Because such trajectories are largely unconnected to clients’ specific characteristics, but are rather linked to specific occurrences in their lives, healthcare providers must recognize such events as risks to disengagement from care, understand how they accumulate, and be able to effectively intervene. Healthcare providers need (knowledge, attitude and skills) training to help clients overcome difficulties to staying in treatment or to facilitate re‐engagement in care of those who temporarily abandon treatment. Health staff must be informed of the social and economic challenges that LTFU clients face, plus their reasons for stopping ART. They also need an in‐depth understanding of clients’ efforts to re‐engage with care. Training is also needed to strengthen healthcare workers’ ability to reflect on their feelings (of disappointment, failure, anger, prejudice) when faced with clients who (temporarily) abandon treatment, to avoid these (understandable) feelings becoming a factor in the process leading to clients discontinuing treatment.

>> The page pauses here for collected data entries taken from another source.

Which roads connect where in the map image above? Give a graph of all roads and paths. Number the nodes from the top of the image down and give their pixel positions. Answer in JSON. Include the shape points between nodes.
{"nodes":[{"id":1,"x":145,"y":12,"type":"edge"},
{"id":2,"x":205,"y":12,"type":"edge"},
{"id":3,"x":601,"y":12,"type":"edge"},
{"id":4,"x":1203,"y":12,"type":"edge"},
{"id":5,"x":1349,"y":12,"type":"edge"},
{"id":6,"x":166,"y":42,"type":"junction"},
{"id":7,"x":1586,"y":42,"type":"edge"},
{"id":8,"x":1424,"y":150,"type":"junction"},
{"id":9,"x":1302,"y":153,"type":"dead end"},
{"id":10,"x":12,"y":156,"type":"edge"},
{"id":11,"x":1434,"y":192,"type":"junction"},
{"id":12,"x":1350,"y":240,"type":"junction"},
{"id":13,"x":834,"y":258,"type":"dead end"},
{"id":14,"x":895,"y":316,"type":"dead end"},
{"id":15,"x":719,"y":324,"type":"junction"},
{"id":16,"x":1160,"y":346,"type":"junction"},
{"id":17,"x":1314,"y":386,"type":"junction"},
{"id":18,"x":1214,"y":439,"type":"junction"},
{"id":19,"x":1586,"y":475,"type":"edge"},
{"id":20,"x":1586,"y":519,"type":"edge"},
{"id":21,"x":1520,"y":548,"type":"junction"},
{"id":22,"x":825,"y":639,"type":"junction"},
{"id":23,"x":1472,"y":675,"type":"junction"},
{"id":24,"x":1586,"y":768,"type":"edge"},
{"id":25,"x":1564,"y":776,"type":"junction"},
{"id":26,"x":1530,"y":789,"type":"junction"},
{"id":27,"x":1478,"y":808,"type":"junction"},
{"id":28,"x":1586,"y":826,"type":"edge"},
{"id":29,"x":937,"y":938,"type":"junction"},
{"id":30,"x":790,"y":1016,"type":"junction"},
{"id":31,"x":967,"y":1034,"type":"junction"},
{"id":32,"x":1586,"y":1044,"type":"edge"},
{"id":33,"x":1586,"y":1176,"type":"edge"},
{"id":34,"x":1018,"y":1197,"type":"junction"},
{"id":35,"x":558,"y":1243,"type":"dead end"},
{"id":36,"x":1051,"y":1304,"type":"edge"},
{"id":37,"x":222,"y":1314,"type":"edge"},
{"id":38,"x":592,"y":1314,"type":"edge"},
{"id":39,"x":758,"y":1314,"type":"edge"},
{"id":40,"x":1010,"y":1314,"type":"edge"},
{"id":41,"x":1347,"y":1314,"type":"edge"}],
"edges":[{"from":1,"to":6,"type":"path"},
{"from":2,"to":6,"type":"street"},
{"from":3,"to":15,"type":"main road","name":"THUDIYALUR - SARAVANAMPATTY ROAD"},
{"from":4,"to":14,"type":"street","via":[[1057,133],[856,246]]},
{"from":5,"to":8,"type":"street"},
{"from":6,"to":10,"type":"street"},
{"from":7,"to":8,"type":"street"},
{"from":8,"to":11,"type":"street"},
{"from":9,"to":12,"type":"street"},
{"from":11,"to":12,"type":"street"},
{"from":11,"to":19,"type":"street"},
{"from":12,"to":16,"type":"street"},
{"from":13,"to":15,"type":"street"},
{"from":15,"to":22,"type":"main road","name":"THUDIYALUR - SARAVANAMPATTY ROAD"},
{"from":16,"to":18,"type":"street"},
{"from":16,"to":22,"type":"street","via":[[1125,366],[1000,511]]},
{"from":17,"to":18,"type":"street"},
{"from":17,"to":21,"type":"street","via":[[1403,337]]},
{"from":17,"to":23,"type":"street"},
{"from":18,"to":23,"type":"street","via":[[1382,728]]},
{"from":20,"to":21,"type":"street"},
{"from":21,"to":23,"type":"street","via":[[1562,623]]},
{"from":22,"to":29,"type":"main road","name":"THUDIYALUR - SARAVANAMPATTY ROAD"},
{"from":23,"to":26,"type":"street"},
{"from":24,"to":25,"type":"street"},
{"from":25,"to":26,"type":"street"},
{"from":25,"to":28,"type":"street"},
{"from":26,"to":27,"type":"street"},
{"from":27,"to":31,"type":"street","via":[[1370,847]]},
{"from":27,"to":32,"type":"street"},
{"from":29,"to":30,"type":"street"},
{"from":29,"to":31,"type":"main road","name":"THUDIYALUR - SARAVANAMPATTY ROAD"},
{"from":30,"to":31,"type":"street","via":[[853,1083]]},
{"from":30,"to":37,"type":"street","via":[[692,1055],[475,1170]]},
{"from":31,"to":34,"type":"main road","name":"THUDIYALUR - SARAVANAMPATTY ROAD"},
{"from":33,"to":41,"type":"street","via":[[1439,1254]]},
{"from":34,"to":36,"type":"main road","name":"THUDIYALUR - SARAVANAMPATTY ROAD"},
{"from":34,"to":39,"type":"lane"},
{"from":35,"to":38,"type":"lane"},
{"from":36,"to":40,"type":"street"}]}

Finally, healthcare workers must be trained to identify signs of disengagement from care and to intervene at any point in the chain of events to help clients re‐engage with care. A concise and practical (decision‐making) tool that would help staff to attend more closely to clients’ dilemmas and needs and identify solutions is needed. Mobility, as a potential starting point for a chain of events that leads to loss to follow‐up, should be a focus in this instrument.

Strengths and limitations

This is the first study in Swaziland to explore – from clients’ perspectives – reasons for discontinuation of ART under test and treat in a context of high mobility. Combining in‐depth thematic and narrative analysis highlighted the complex sequential intertwinements of reasons for disengagement. Using qualitative methods, this study revealed the importance of social and psychological ramifications of critical life‐events and structural issues often overlooked in quantitative studies of decision‐making. More interviews are needed to establish typical first events and chains of events that lead to disengagement from care. The data reflects the perspectives of clients who had disengaged from care and additional interviews with HCWs, family members, and employers would have been beneficial. A systematic comparison with the narratives from people confronted by similar events and circumstances while continuing treatment would foster understanding of resilience to disengagement from care. Another limitation is that respondents were enrolled in a large intervention study with quality and ethics of care potentially superior to the norm in other facilities.

Conclusions

In Swaziland, there have been remarkable achievements in terms of the rates of HIV testing and ART initiation. Disengagement from HIV care however threatens this success. Swazi clients’ reasons for abandoning ART are a complex, inextricably interwoven chain of events rather than a single occurrence. During these processes, clients take action to navigate the challenges they face before deciding to stop ART. Mobility – temporary or permanent relocation far from the health facility where HIV treatment was obtained – is often the first event in such a process. Mobility commonly results from complex deliberations weighing economic, social and other circumstances, and becomes a problem because the health system poorly caters to the reality of people's mobile lives.

Competing interests

The authors declare that they have no competing interests.

Authors’ contributions

EV and RR conceived the sub‐study; FS and SK designed the sub‐study protocol; NS and NM conducted the interviews under the supervision of FS and SK; FS conducted data analysis in consultation with SK, EV and RR. FS, EV and RR drafted the manuscript; CL, DS, BC and SK critically revised the manuscript for intellectual content. All authors read and approved the final manuscript.

Funding

This work, as part of the MaxART Consortium, was supported by the Dutch Postcode Lottery in the Netherlands, the Embassy of the Kingdom of the Netherlands in South Africa/Mozambique, British Columbia Centre of Excellence in HIV/AIDS, Mylan and Médecins Sans Frontières.